Senior Program Officer for the Networked Economies program at IDRC’s Regional Office in Cairo, Egypt

Unleashing the Power of Data-Driven Innovation and Entrepreneurship in the MENA Region

Dr. Raed M. Sharif

Senior Program Officer for the Networked Economies program at IDRC’s Regional Office in Cairo, Egypt

Unleashing the Power of Data-Driven Innovation and Entrepreneurship in the MENA Region

Biography

Raed M. Sharif is Senior Program Officer for the Networked Economies program at IDRC’s Regional Office in Cairo. A political economist, Sharif’s research focuses on accessibility and management policies of information resources and technologies and their impact on social change, innovation, and development. For the last 10 years, he has been actively involved in promoting the concepts of openness, inclusion, and empowerment in less economically developed countries through activities related to open data, data-driven innovation and entrepreneurship, open government, open access to scientific information, open institutional repositories and journals, and open knowledge environments.

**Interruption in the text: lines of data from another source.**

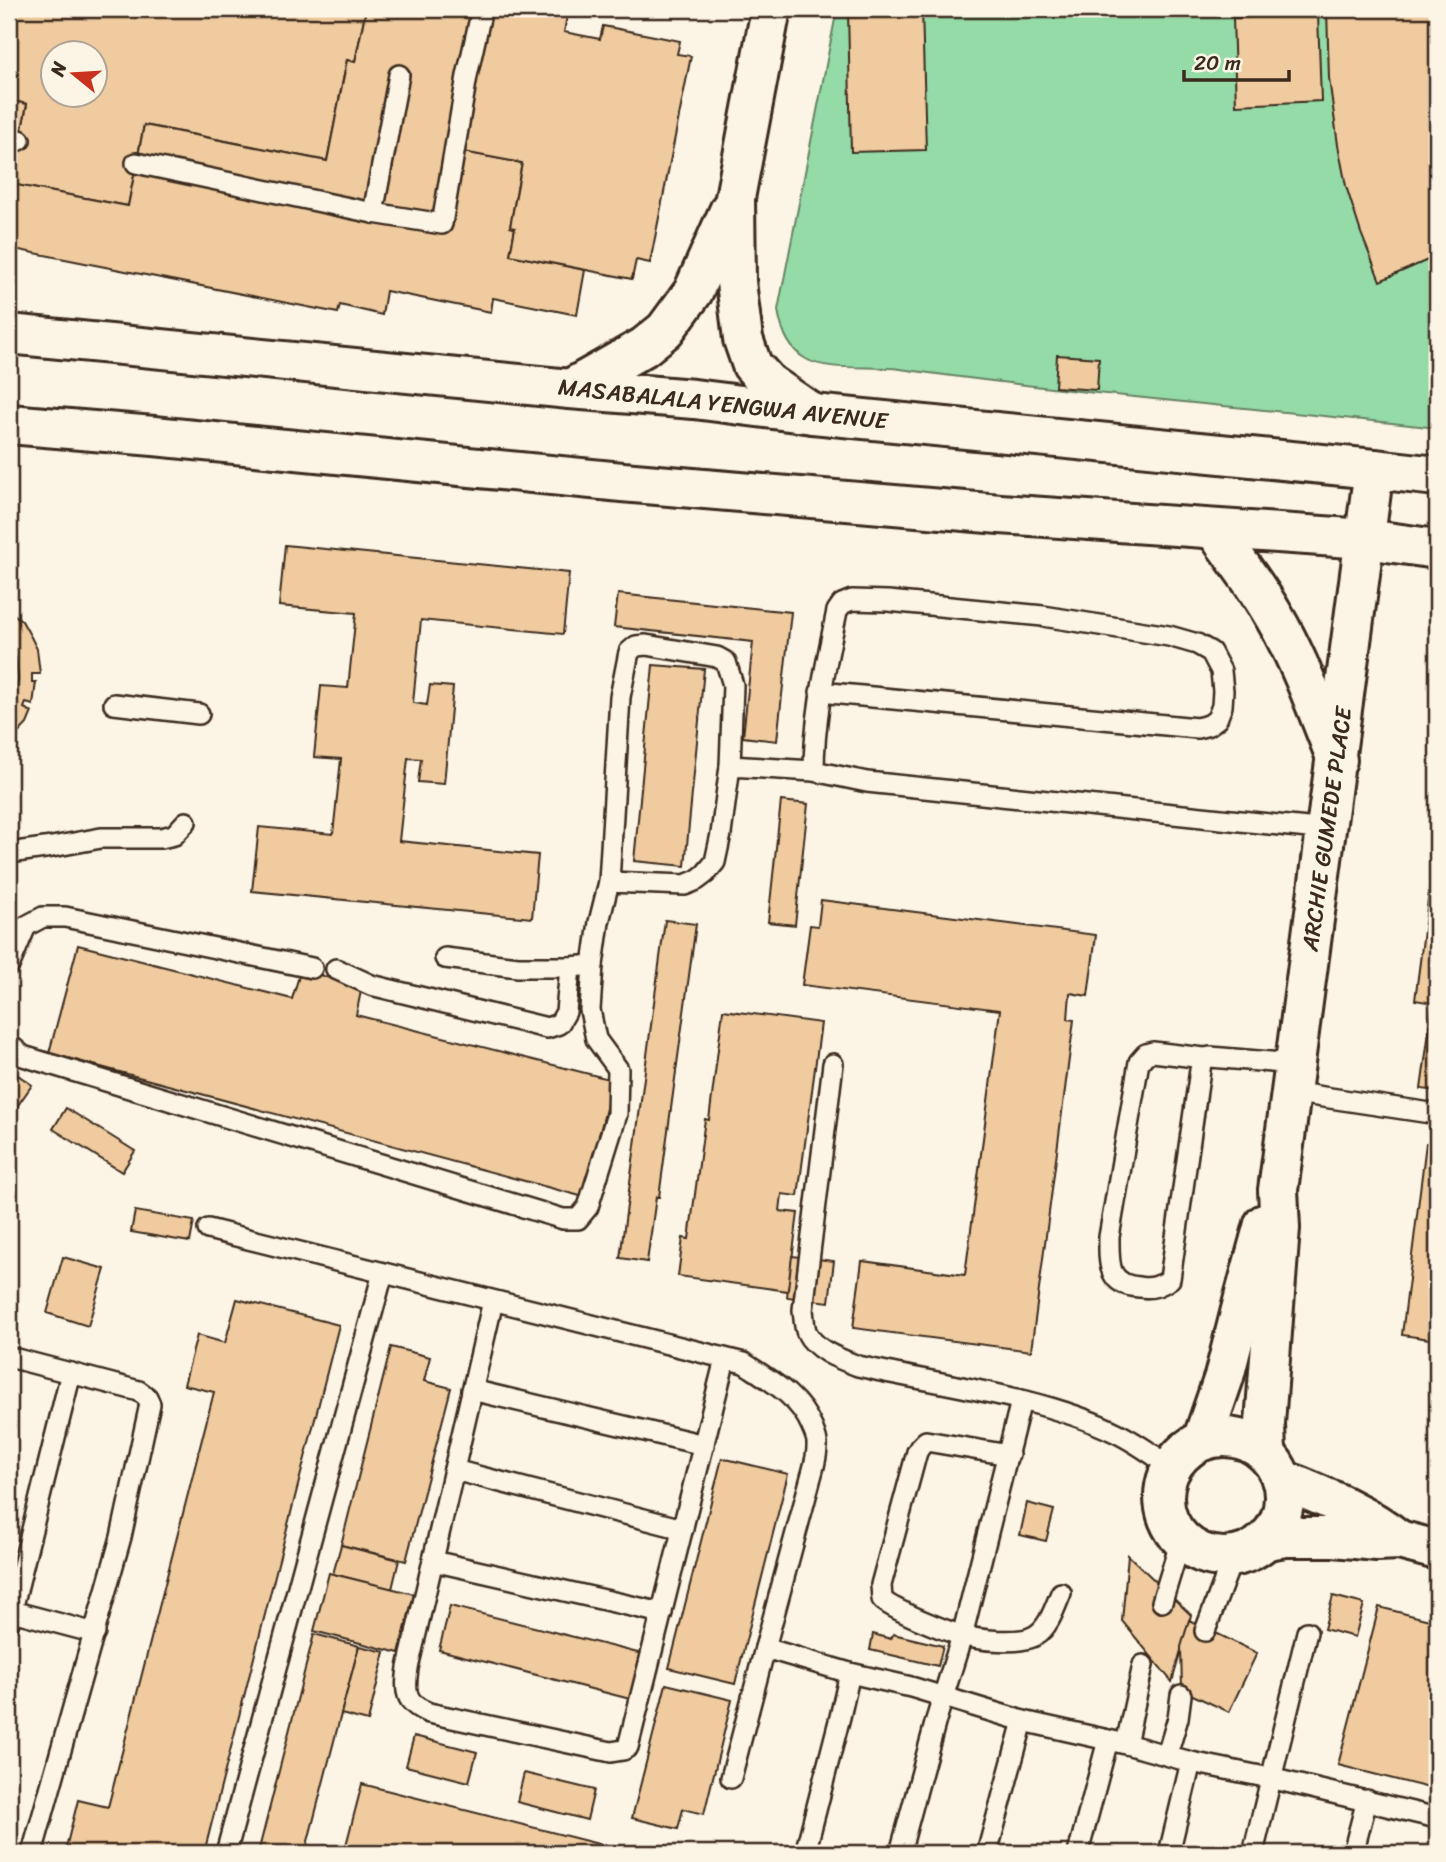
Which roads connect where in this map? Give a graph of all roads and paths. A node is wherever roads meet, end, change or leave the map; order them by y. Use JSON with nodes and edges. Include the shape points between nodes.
{"nodes":[{"id":1,"x":482,"y":9,"type":"edge"},
{"id":2,"x":771,"y":9,"type":"edge"},
{"id":3,"x":400,"y":75,"type":"dead end"},
{"id":4,"x":136,"y":163,"type":"dead end"},
{"id":5,"x":735,"y":198,"type":"junction"},
{"id":6,"x":373,"y":213,"type":"junction"},
{"id":7,"x":9,"y":334,"type":"edge"},
{"id":8,"x":570,"y":389,"type":"junction"},
{"id":9,"x":813,"y":414,"type":"junction"},
{"id":10,"x":14,"y":429,"type":"edge"},
{"id":11,"x":1374,"y":468,"type":"junction"},
{"id":12,"x":1437,"y":476,"type":"edge"},
{"id":13,"x":1214,"y":529,"type":"junction"},
{"id":14,"x":1366,"y":540,"type":"junction"},
{"id":15,"x":1437,"y":549,"type":"edge"},
{"id":16,"x":820,"y":692,"type":"junction"},
{"id":17,"x":114,"y":704,"type":"dead end"},
{"id":18,"x":199,"y":714,"type":"dead end"},
{"id":19,"x":1337,"y":760,"type":"junction"},
{"id":20,"x":730,"y":766,"type":"junction"},
{"id":21,"x":814,"y":771,"type":"junction"},
{"id":22,"x":186,"y":822,"type":"dead end"},
{"id":23,"x":1327,"y":830,"type":"junction"},
{"id":24,"x":9,"y":853,"type":"edge"},
{"id":25,"x":609,"y":883,"type":"junction"},
{"id":26,"x":445,"y":958,"type":"dead end"},
{"id":27,"x":593,"y":965,"type":"junction"},
{"id":28,"x":9,"y":966,"type":"edge"},
{"id":29,"x":570,"y":967,"type":"junction"},
{"id":30,"x":312,"y":968,"type":"dead end"},
{"id":31,"x":337,"y":970,"type":"dead end"},
{"id":32,"x":9,"y":1044,"type":"edge"},
{"id":33,"x":1204,"y":1058,"type":"junction"},
{"id":34,"x":833,"y":1064,"type":"dead end"},
{"id":35,"x":1292,"y":1078,"type":"junction"},
{"id":36,"x":1437,"y":1114,"type":"edge"},
{"id":37,"x":1278,"y":1190,"type":"junction"},
{"id":38,"x":208,"y":1229,"type":"dead end"},
{"id":39,"x":383,"y":1273,"type":"junction"},
{"id":40,"x":493,"y":1301,"type":"junction"},
{"id":41,"x":9,"y":1357,"type":"edge"},
{"id":42,"x":725,"y":1359,"type":"junction"},
{"id":43,"x":71,"y":1373,"type":"junction"},
{"id":44,"x":472,"y":1390,"type":"junction"},
{"id":45,"x":1021,"y":1401,"type":"junction"},
{"id":46,"x":1202,"y":1441,"type":"junction"},
{"id":47,"x":704,"y":1445,"type":"junction"},
{"id":48,"x":1009,"y":1455,"type":"junction"},
{"id":49,"x":1274,"y":1466,"type":"junction"},
{"id":50,"x":1172,"y":1468,"type":"junction"},
{"id":51,"x":454,"y":1470,"type":"junction"},
{"id":52,"x":683,"y":1529,"type":"junction"},
{"id":53,"x":1181,"y":1540,"type":"junction"},
{"id":54,"x":1267,"y":1540,"type":"junction"},
{"id":55,"x":1399,"y":1540,"type":"junction"},
{"id":56,"x":1437,"y":1550,"type":"edge"},
{"id":57,"x":1233,"y":1557,"type":"junction"},
{"id":58,"x":433,"y":1561,"type":"junction"},
{"id":59,"x":1061,"y":1593,"type":"dead end"},
{"id":60,"x":1162,"y":1602,"type":"dead end"},
{"id":61,"x":662,"y":1613,"type":"junction"},
{"id":62,"x":10,"y":1616,"type":"edge"},
{"id":63,"x":1205,"y":1632,"type":"dead end"},
{"id":64,"x":1307,"y":1632,"type":"dead end"},
{"id":65,"x":95,"y":1633,"type":"junction"},
{"id":66,"x":962,"y":1636,"type":"junction"},
{"id":67,"x":765,"y":1648,"type":"junction"},
{"id":68,"x":1143,"y":1665,"type":"dead end"},
{"id":69,"x":850,"y":1674,"type":"junction"},
{"id":70,"x":1181,"y":1695,"type":"dead end"},
{"id":71,"x":944,"y":1698,"type":"junction"},
{"id":72,"x":1023,"y":1721,"type":"junction"},
{"id":73,"x":1117,"y":1742,"type":"junction"},
{"id":74,"x":1167,"y":1755,"type":"junction"},
{"id":75,"x":1191,"y":1762,"type":"junction"},
{"id":76,"x":1270,"y":1778,"type":"junction"},
{"id":77,"x":731,"y":1779,"type":"dead end"},
{"id":78,"x":1367,"y":1800,"type":"junction"},
{"id":79,"x":1437,"y":1818,"type":"edge"},
{"id":80,"x":32,"y":1853,"type":"edge"},
{"id":81,"x":226,"y":1853,"type":"edge"},
{"id":82,"x":805,"y":1853,"type":"edge"},
{"id":83,"x":900,"y":1853,"type":"edge"},
{"id":84,"x":987,"y":1853,"type":"edge"},
{"id":85,"x":1078,"y":1853,"type":"edge"},
{"id":86,"x":1169,"y":1853,"type":"edge"},
{"id":87,"x":1253,"y":1853,"type":"edge"},
{"id":88,"x":1353,"y":1853,"type":"edge"}],
"edges":[{"from":1,"to":6,"type":"lane","via":[[442,224]]},
{"from":2,"to":5,"type":"main road"},
{"from":3,"to":6,"type":"lane"},
{"from":4,"to":6,"type":"lane"},
{"from":5,"to":8,"type":"main road","via":[[692,292],[665,330],[644,348]]},
{"from":5,"to":9,"type":"main road","via":[[736,282],[743,339],[752,365],[768,383]]},
{"from":7,"to":8,"type":"main road","name":"MASABALALA YENGWA AVENUE"},
{"from":8,"to":9,"type":"main road","name":"MASABALALA YENGWA AVENUE"},
{"from":9,"to":11,"type":"main road","name":"MASABALALA YENGWA AVENUE"},
{"from":10,"to":13,"type":"main road","via":[[167,438],[636,484]]},
{"from":11,"to":12,"type":"main road","name":"MASABALALA YENGWA AVENUE"},
{"from":11,"to":14,"type":"main road","name":"ARCHIE GUMEDE PLACE"},
{"from":13,"to":14,"type":"main road"},
{"from":13,"to":19,"type":"main road","via":[[1281,628]]},
{"from":14,"to":15,"type":"main road"},
{"from":14,"to":19,"type":"main road","name":"ARCHIE GUMEDE PLACE"},
{"from":16,"to":16,"type":"lane","via":[[837,611],[852,600],[1043,616],[1169,636],[1212,652],[1221,671],[1223,691],[1217,719],[1197,728]]},
{"from":16,"to":21,"type":"lane"},
{"from":17,"to":18,"type":"lane"},
{"from":19,"to":23,"type":"main road","name":"ARCHIE GUMEDE PLACE"},
{"from":20,"to":21,"type":"lane"},
{"from":20,"to":25,"type":"lane","via":[[715,862],[705,874],[685,885]]},
{"from":20,"to":25,"type":"lane","via":[[733,685],[726,662],[646,645],[632,649],[620,697]]},
{"from":21,"to":23,"type":"lane","via":[[867,782]]},
{"from":22,"to":24,"type":"lane","via":[[174,835],[161,838],[101,838]]},
{"from":23,"to":35,"type":"main road","name":"ARCHIE GUMEDE PLACE"},
{"from":25,"to":27,"type":"lane"},
{"from":26,"to":29,"type":"lane","via":[[518,967]]},
{"from":27,"to":29,"type":"lane"},
{"from":27,"to":32,"type":"lane","via":[[590,1010],[596,1039],[618,1069],[617,1114],[588,1208],[578,1219],[563,1219],[23,1056]]},
{"from":28,"to":30,"type":"lane","via":[[26,926],[43,917],[65,917]]},
{"from":29,"to":31,"type":"lane","via":[[566,1012],[559,1024],[547,1028],[371,985]]},
{"from":33,"to":33,"type":"lane","via":[[1170,1279],[1161,1286],[1129,1287],[1117,1281],[1109,1254],[1139,1062],[1153,1052]]},
{"from":33,"to":35,"type":"lane"},
{"from":34,"to":45,"type":"lane","via":[[803,1310],[807,1332],[819,1347],[858,1366]]},
{"from":35,"to":36,"type":"lane"},
{"from":35,"to":37,"type":"main road","name":"ARCHIE GUMEDE PLACE"},
{"from":37,"to":46,"type":"main road","name":"ARCHIE GUMEDE PLACE","via":[[1260,1235],[1224,1377]]},
{"from":37,"to":49,"type":"main road","name":"ARCHIE GUMEDE PLACE","via":[[1280,1228],[1265,1423]]},
{"from":38,"to":39,"type":"lane"},
{"from":39,"to":40,"type":"lane"},
{"from":39,"to":81,"type":"lane"},
{"from":40,"to":42,"type":"lane"},
{"from":40,"to":44,"type":"lane"},
{"from":41,"to":43,"type":"lane"},
{"from":42,"to":47,"type":"lane"},
{"from":42,"to":67,"type":"lane","via":[[744,1363],[789,1394],[803,1409],[817,1441]]},
{"from":43,"to":62,"type":"lane"},
{"from":43,"to":65,"type":"lane","via":[[139,1391],[150,1404]]},
{"from":44,"to":47,"type":"lane"},
{"from":44,"to":51,"type":"lane"},
{"from":45,"to":48,"type":"lane"},
{"from":45,"to":50,"type":"lane","via":[[1116,1432]]},
{"from":46,"to":49,"type":"main road","via":[[1236,1438],[1252,1444]]},
{"from":46,"to":50,"type":"main road","via":[[1180,1456]]},
{"from":47,"to":52,"type":"lane"},
{"from":48,"to":66,"type":"lane"},
{"from":48,"to":66,"type":"lane","via":[[922,1444],[881,1585],[885,1603]]},
{"from":49,"to":54,"type":"main road","via":[[1284,1494],[1277,1526]]},
{"from":49,"to":55,"type":"main road","via":[[1379,1524]]},
{"from":50,"to":53,"type":"main road","via":[[1163,1497],[1171,1527]]},
{"from":51,"to":52,"type":"lane"},
{"from":51,"to":58,"type":"lane"},
{"from":52,"to":61,"type":"lane"},
{"from":53,"to":57,"type":"main road","via":[[1214,1557]]},
{"from":53,"to":60,"type":"lane"},
{"from":54,"to":55,"type":"main road"},
{"from":54,"to":57,"type":"main road"},
{"from":55,"to":56,"type":"main road"},
{"from":57,"to":63,"type":"lane"},
{"from":58,"to":61,"type":"lane"},
{"from":58,"to":61,"type":"lane","via":[[405,1690],[416,1708],[429,1713],[611,1752],[623,1750],[631,1741]]},
{"from":59,"to":66,"type":"lane","via":[[1046,1625],[1025,1641]]},
{"from":62,"to":65,"type":"lane"},
{"from":64,"to":76,"type":"lane"},
{"from":65,"to":80,"type":"lane"},
{"from":66,"to":71,"type":"lane"},
{"from":67,"to":69,"type":"lane"},
{"from":67,"to":77,"type":"lane"},
{"from":68,"to":73,"type":"lane"},
{"from":69,"to":71,"type":"lane"},
{"from":69,"to":82,"type":"lane"},
{"from":70,"to":74,"type":"lane"},
{"from":71,"to":72,"type":"lane"},
{"from":71,"to":83,"type":"lane"},
{"from":72,"to":73,"type":"lane"},
{"from":72,"to":84,"type":"lane"},
{"from":73,"to":74,"type":"lane"},
{"from":73,"to":85,"type":"lane"},
{"from":74,"to":75,"type":"lane"},
{"from":75,"to":76,"type":"lane"},
{"from":75,"to":86,"type":"lane"},
{"from":76,"to":78,"type":"lane"},
{"from":76,"to":87,"type":"lane"},
{"from":78,"to":79,"type":"lane"},
{"from":78,"to":88,"type":"lane"}]}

Before joining IDRC, Sharif taught information policy and strategic management of information resources at the Information School, Syracuse University. His past experience also includes research and consultative work with such organizations as the World Wide Web Foundation, the U.S. National Academy of Sciences, the OECD, CODATA International, the Development Bank of Southern Africa, and the UNDP.

Sharif holds a PhD in information science and technology from Syracuse University and an MBA in strategic management from Birzeit University.

 

About the Talk

Unleashing the Power of Data-Driven Innovation and Entrepreneurship in the MENA Region 

The Middle East and North Africa (MENA) region continues to show by far the highest youth unemployment rate in the world, reaching almost 30% in 2015. These rates have continued to worsen since 2012, particularly for young women. This is more than double the global youth unemployment rate, stabilizing at 13 % by the end of 2014. At the same time, data, increasingly referred to as the new oil or soil (or even pipes) is helping thousands of entrepreneurs around the world launch new businesses and come up with products and services that we could not even imagine a few years ago. For example, open data is increasingly seen as the foundation on which entrepreneurs can build innovative products and services, big data and analytics are used to improve organizational productivity and effectiveness and crowdsourced data is now gaining more interest and becoming the business model for new entrepreneurial activities.

In this talk, I will discuss the potential social and economic value of data-driven innovation for entrepreneurship and youth employment in MENA and present a framework to realize these tremendous benefits through effective utilization of open, big and crowdsourced data, as well as strengthened organizational and human capacities.